Legislator brushes aside Governor’s criticism and defends his ‘no’ vote

Rep. Justin Humphrey, R-Lane, issued the following statements regarding Gov. Stitt’s public criticism of his vote against a bill that would authorize the Oklahoma Department of Public Safety to provide the Oklahoma Turnpike Authority (OTA) vehicle registration information.

Senate Bill 1907 would allow the sharing of  information that is available through the Oklahoma Law Enforcement Telecommunication Systems (OLETS) network. Stitt, in a Friday press conference, criticized the six House members who voted no on the measure in the House Public Safety Committee causing the bill to fail.

The governor has accused the Cherokee Nation of owing the state $4.7 million for Cherokee tag information that cannot be accessed by the OTA’s tag readers.

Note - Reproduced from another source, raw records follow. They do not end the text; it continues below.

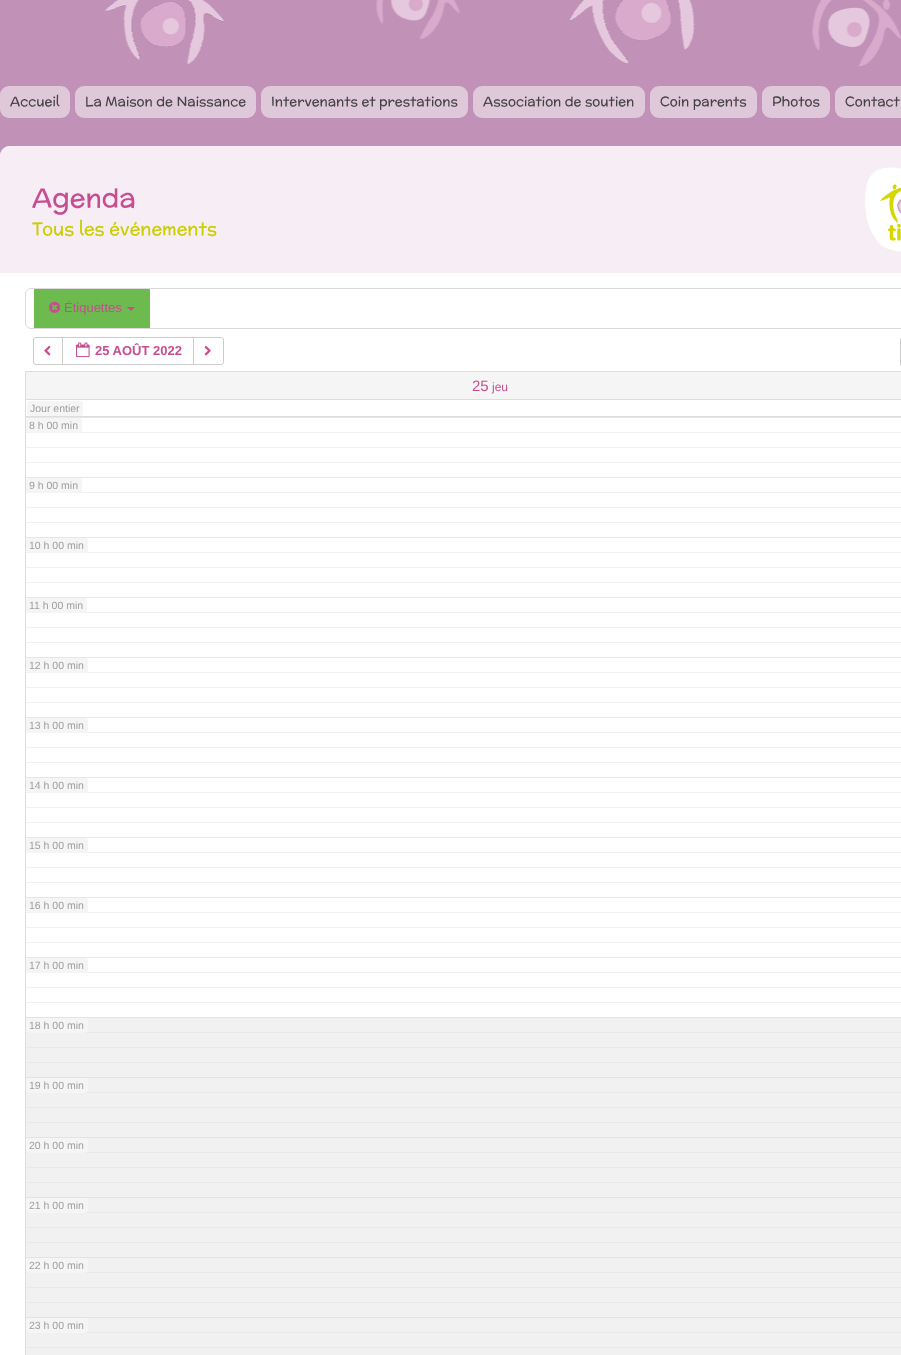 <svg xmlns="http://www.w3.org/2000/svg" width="901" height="1355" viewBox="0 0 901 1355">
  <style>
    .t1 { font: 13.3px McLaren; fill: #444; }
    .t2 { font: 26.5px McLaren; fill: #c64d90; }
    .t3 { font: 18px McLaren; fill: #cacd00; }
    .t4 { font: 13px Liberation Sans; fill: #c64d90; }
    .t5 { font: bold 13px Liberation Sans; fill: #c64d90; }
    .t6 { font: 15px Liberation Sans; fill: #c64d90; }
    .t7 { font: 12px Liberation Sans; fill: #c64d90; }
    .t8 { font: 10.5px Liberation Sans; fill: #9e9e9e; }
  </style>
  <rect width="100%" height="100%" fill="#fff"/>
  <image x="0" y="0" width="901" height="156" href="images/1.png"/>
  <rect x="0" y="86" width="70" height="32" rx="9" fill="#e0c8db"/>
  <text x="10" y="106" class="t1">Accueil</text>
  <rect x="75" y="86" width="181" height="32" rx="9" fill="#e0c8db"/>
  <text x="85" y="106" class="t1">La Maison de Naissance</text>
  <rect x="261" y="86" width="207" height="32" rx="9" fill="#e0c8db"/>
  <text x="271" y="106" class="t1">Intervenants et prestations</text>
  <rect x="473" y="86" width="172" height="32" rx="9" fill="#e0c8db"/>
  <text x="483" y="106" class="t1">Association de soutien</text>
  <rect x="650" y="86" width="107" height="32" rx="9" fill="#e0c8db"/>
  <text x="660" y="106" class="t1">Coin parents</text>
  <rect x="762" y="86" width="68" height="32" rx="9" fill="#e0c8db"/>
  <text x="772" y="106" class="t1">Photos</text>
  <rect x="835" y="86" width="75" height="32" rx="9" fill="#e0c8db"/>
  <text x="845" y="106" class="t1">Contact</text>
  <rect x="0" y="146" width="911" height="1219" rx="10" fill="#fff"/>
  <rect x="26" y="1318" width="875" height="37" fill="#f1f1f1"/>
  <rect x="25" y="1347" width="876" height="1" fill="#e9e9e9"/>
  <rect x="25" y="1332" width="876" height="1" fill="#e9e9e9"/>
  <rect x="25" y="1317" width="876" height="1" fill="#e3e3e3"/>
  <rect x="26" y="1258" width="875" height="59" fill="#f1f1f1"/>
  <rect x="25" y="1302" width="876" height="1" fill="#e9e9e9"/>
  <rect x="25" y="1287" width="876" height="1" fill="#e9e9e9"/>
  <rect x="25" y="1272" width="876" height="1" fill="#e9e9e9"/>
  <rect x="25" y="1257" width="876" height="1" fill="#e3e3e3"/>
  <rect x="26" y="1198" width="875" height="59" fill="#f1f1f1"/>
  <rect x="25" y="1242" width="876" height="1" fill="#e9e9e9"/>
  <rect x="25" y="1227" width="876" height="1" fill="#e9e9e9"/>
  <rect x="25" y="1212" width="876" height="1" fill="#e9e9e9"/>
  <rect x="25" y="1197" width="876" height="1" fill="#e3e3e3"/>
  <rect x="26" y="1138" width="875" height="59" fill="#f1f1f1"/>
  <rect x="25" y="1182" width="876" height="1" fill="#e9e9e9"/>
  <rect x="25" y="1167" width="876" height="1" fill="#e9e9e9"/>
  <rect x="25" y="1152" width="876" height="1" fill="#e9e9e9"/>
  <rect x="25" y="1137" width="876" height="1" fill="#e3e3e3"/>
  <rect x="26" y="1078" width="875" height="59" fill="#f1f1f1"/>
  <rect x="25" y="1122" width="876" height="1" fill="#e9e9e9"/>
  <rect x="25" y="1107" width="876" height="1" fill="#e9e9e9"/>
  <rect x="25" y="1092" width="876" height="1" fill="#e9e9e9"/>
  <rect x="25" y="1077" width="876" height="1" fill="#e3e3e3"/>
  <rect x="26" y="1018" width="875" height="59" fill="#f1f1f1"/>
  <rect x="25" y="1062" width="876" height="1" fill="#e9e9e9"/>
  <rect x="25" y="1047" width="876" height="1" fill="#e9e9e9"/>
  <rect x="25" y="1032" width="876" height="1" fill="#e9e9e9"/>
  <rect x="25" y="1017" width="876" height="1" fill="#e3e3e3"/>
  <rect x="25" y="1002" width="876" height="1" fill="#f1f1f1"/>
  <rect x="25" y="987" width="876" height="1" fill="#f1f1f1"/>
  <rect x="25" y="972" width="876" height="1" fill="#f1f1f1"/>
  <rect x="25" y="957" width="876" height="1" fill="#e7e7e7"/>
  <rect x="25" y="942" width="876" height="1" fill="#f1f1f1"/>
  <rect x="25" y="927" width="876" height="1" fill="#f1f1f1"/>
  <rect x="25" y="912" width="876" height="1" fill="#f1f1f1"/>
  <rect x="25" y="897" width="876" height="1" fill="#e7e7e7"/>
  <rect x="25" y="882" width="876" height="1" fill="#f1f1f1"/>
  <rect x="25" y="867" width="876" height="1" fill="#f1f1f1"/>
  <rect x="25" y="852" width="876" height="1" fill="#f1f1f1"/>
  <rect x="25" y="837" width="876" height="1" fill="#e7e7e7"/>
  <rect x="25" y="822" width="876" height="1" fill="#f1f1f1"/>
  <rect x="25" y="807" width="876" height="1" fill="#f1f1f1"/>
  <rect x="25" y="792" width="876" height="1" fill="#f1f1f1"/>
  <rect x="25" y="777" width="876" height="1" fill="#e7e7e7"/>
  <rect x="25" y="762" width="876" height="1" fill="#f1f1f1"/>
  <rect x="25" y="747" width="876" height="1" fill="#f1f1f1"/>
  <rect x="25" y="732" width="876" height="1" fill="#f1f1f1"/>
  <rect x="25" y="717" width="876" height="1" fill="#e7e7e7"/>
  <rect x="25" y="702" width="876" height="1" fill="#f1f1f1"/>
  <rect x="25" y="687" width="876" height="1" fill="#f1f1f1"/>
  <rect x="25" y="672" width="876" height="1" fill="#f1f1f1"/>
  <rect x="25" y="657" width="876" height="1" fill="#e7e7e7"/>
  <rect x="25" y="642" width="876" height="1" fill="#f1f1f1"/>
  <rect x="25" y="627" width="876" height="1" fill="#f1f1f1"/>
  <rect x="25" y="612" width="876" height="1" fill="#f1f1f1"/>
  <rect x="25" y="597" width="876" height="1" fill="#e7e7e7"/>
  <rect x="25" y="582" width="876" height="1" fill="#f1f1f1"/>
  <rect x="25" y="567" width="876" height="1" fill="#f1f1f1"/>
  <rect x="25" y="552" width="876" height="1" fill="#f1f1f1"/>
  <rect x="25" y="537" width="876" height="1" fill="#e7e7e7"/>
  <rect x="25" y="522" width="876" height="1" fill="#f1f1f1"/>
  <rect x="25" y="507" width="876" height="1" fill="#f1f1f1"/>
  <rect x="25" y="492" width="876" height="1" fill="#f1f1f1"/>
  <rect x="25" y="477" width="876" height="1" fill="#e7e7e7"/>
  <rect x="25" y="462" width="876" height="1" fill="#f1f1f1"/>
  <rect x="25" y="447" width="876" height="1" fill="#f1f1f1"/>
  <rect x="25" y="432" width="876" height="1" fill="#f1f1f1"/>
  <rect x="25" y="417" width="876" height="1" fill="#e7e7e7"/>
  <path d="M10 146H901C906.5 146 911 150.5 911 156V273H0V156C0 150.5 4.5 146 10 146Z" fill="#f7edf5"/>
  <image x="865" y="167" width="36" height="85" href="images/2.png"/>
  <text x="32" y="207" class="t2">Agenda</text>
  <text x="32" y="235" class="t3">Tous les événements</text>
  <rect x="25.5" y="288.5" width="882" height="40" rx="5.5" fill="none" stroke="#dbdbdb"/>
  <rect x="34" y="289" width="116" height="39" fill="#6dbb4f"/>
  <image x="49" y="301" width="12" height="12" href="images/3.png"/>
  <text x="64" y="312" class="t4">Étiquettes</text>
  <path d="M127 307H135L131 311Z" fill="#c64d90"/>
  <path d="M36 337.5H62.5V364.5H36C34.5 364.5 33.5 363.5 33.5 362V340C33.5 338.5 34.5 337.5 36 337.5Z" fill="none" stroke="#ccc"/>
  <image x="44" y="346" width="7" height="10" href="images/4.png"/>
  <rect x="62.5" y="337.5" width="131" height="27" fill="none" stroke="#ccc"/>
  <image x="76" y="342" width="14" height="16" href="images/5.png"/>
  <text x="95" y="355" class="t5">25 AOÛT 2022</text>
  <path d="M193.5 337.5H221C222.5 337.5 223.5 338.5 223.5 340V362C223.5 363.5 222.5 364.5 221 364.5H193.5Z" fill="#fff" stroke="#ccc"/>
  <image x="204" y="346" width="7" height="10" href="images/6.png"/>
  <rect x="900.5" y="337.5" width="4" height="29" rx="2.5" fill="none" stroke="#ccc"/>
  <rect x="25" y="371" width="876" height="1" fill="#ddd"/>
  <rect x="25" y="371" width="1" height="646" fill="#ddd"/>
  <rect x="26" y="372" width="875" height="27" fill="#f5f5f5"/>
  <text x="472" y="391" class="t6">25</text>
  <text x="492" y="391" class="t7">jeu</text>
  <rect x="25" y="399" width="876" height="1" fill="#ddd"/>
  <rect x="25" y="416" width="876" height="1" fill="#ddd"/>
  <rect x="27" y="401" width="56" height="15" rx="3" fill="#f5f5f5"/>
  <text x="30" y="412" class="t8">Jour entier</text>
  <rect x="25" y="1017" width="1" height="338" fill="#ddd"/>
  <rect x="26" y="418" width="56" height="15" rx="3" fill="#f5f5f5"/>
  <text x="29" y="429" class="t8">8 h 00 min</text>
  <rect x="26" y="478" width="56" height="15" rx="3" fill="#f5f5f5"/>
  <text x="29" y="489" class="t8">9 h 00 min</text>
  <rect x="26" y="538" width="62" height="15" rx="3" fill="#f5f5f5"/>
  <text x="29" y="549" class="t8">10 h 00 min</text>
  <rect x="26" y="598" width="61" height="15" rx="3" fill="#f5f5f5"/>
  <text x="29" y="609" class="t8">11 h 00 min</text>
  <rect x="26" y="658" width="62" height="15" rx="3" fill="#f5f5f5"/>
  <text x="29" y="669" class="t8">12 h 00 min</text>
  <rect x="26" y="718" width="62" height="15" rx="3" fill="#f5f5f5"/>
  <text x="29" y="729" class="t8">13 h 00 min</text>
  <rect x="26" y="778" width="62" height="15" rx="3" fill="#f5f5f5"/>
  <text x="29" y="789" class="t8">14 h 00 min</text>
  <rect x="26" y="838" width="62" height="15" rx="3" fill="#f5f5f5"/>
  <text x="29" y="849" class="t8">15 h 00 min</text>
  <rect x="26" y="898" width="62" height="15" rx="3" fill="#f5f5f5"/>
  <text x="29" y="909" class="t8">16 h 00 min</text>
  <rect x="26" y="958" width="62" height="15" rx="3" fill="#f5f5f5"/>
  <text x="29" y="969" class="t8">17 h 00 min</text>
  <rect x="26" y="1018" width="62" height="15" rx="3" fill="#f5f5f5"/>
  <text x="29" y="1029" class="t8">18 h 00 min</text>
  <rect x="26" y="1078" width="62" height="15" rx="3" fill="#f5f5f5"/>
  <text x="29" y="1089" class="t8">19 h 00 min</text>
  <rect x="26" y="1138" width="62" height="15" rx="3" fill="#f5f5f5"/>
  <text x="29" y="1149" class="t8">20 h 00 min</text>
  <rect x="26" y="1198" width="62" height="15" rx="3" fill="#f5f5f5"/>
  <text x="29" y="1209" class="t8">21 h 00 min</text>
  <rect x="26" y="1258" width="62" height="15" rx="3" fill="#f5f5f5"/>
  <text x="29" y="1269" class="t8">22 h 00 min</text>
  <rect x="26" y="1318" width="62" height="15" rx="3" fill="#f5f5f5"/>
  <text x="29" y="1329" class="t8">23 h 00 min</text>
</svg>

“It is no secret Governor Stitt has numerous disputes with Oklahoma tribes, and I was certainly not stunned by his position on this bill,” Humphrey said, “But his personal aggression did come as a total surprise since neither he nor anyone from his office contacted me concerning my vote.”

Humphrey explained the bill sought to allow the state to use OLETS to collect tribal tag information for the purpose of collecting unpaid turnpike toll fees. He said the governor is making it sound as if the vote all about tribes, but the tribal element is only one factor of the bill.

“For me there is a much larger component, which is that OLETS shouldn’t be used for anything other than law enforcement,” Humphrey said. “This bill seeks to commandeer OLETS for the purpose of toll fee collection. I truly believe this would compromise the integrity of our law enforcement by releasing confidential information designated solely for their purposes.”

Humphrey said this could result in legal issues which could prevent Oklahoma from receiving information from federal agencies or other state agencies.

“I love Governor Stitt and the great people at the Turnpike Authority, but I will not apologize for protecting the integrity of law enforcement and for trying to work with our Tribal nations,” Humphrey said.

He said it also is his understanding that the OTA knew when they installed the digital tag readers it would result in a significant loss of income to the state turnpikes.

“I feel the Turnpike Authority has pursued several questionable practices to recover their loss,” he said. “Hijacking OLETS is only one method the authority has employed. Another is to prevent a person from purchasing a tag unless all their turnpike fees are paid. I feel strongly it is wrong to coerce someone to pay or force them to violate another state law – driving with an out-of-date tag.”

Humphrey said such enforcement denies any type of probable cause hearing to determine that a fee was unpaid.

Finally, Humphrey said there is an issue with collecting tolls from some Oklahoma tribes.

“Let me state clearly, I believe tribal and non-tribal citizens should pay equally for turnpike use,” Humphrey said. “I have visited with many tribal members, and I have not talked to one tribal citizen who disagreed. In fact, the Choctaw Nation, which has its capital in my district, has already reached an agreement and continues to provide their information. Therefore the issue reverts to the issue of tribal compacts for our other tribal nations.”

Humphrey volunteered his services to broker compact agreements.

“If an agreement cannot be reached, I could certainly devote my time to developing a more suitable plan for obtaining tribal tag information,” he said

He also pledged to help the governor recover the $4 million in lost revenue, saying he would start by looking at inefficiencies in other areas of government.

Senate Bill 1907, which received a 2-6 vote, failed in the House Public Safety Committee on April 9.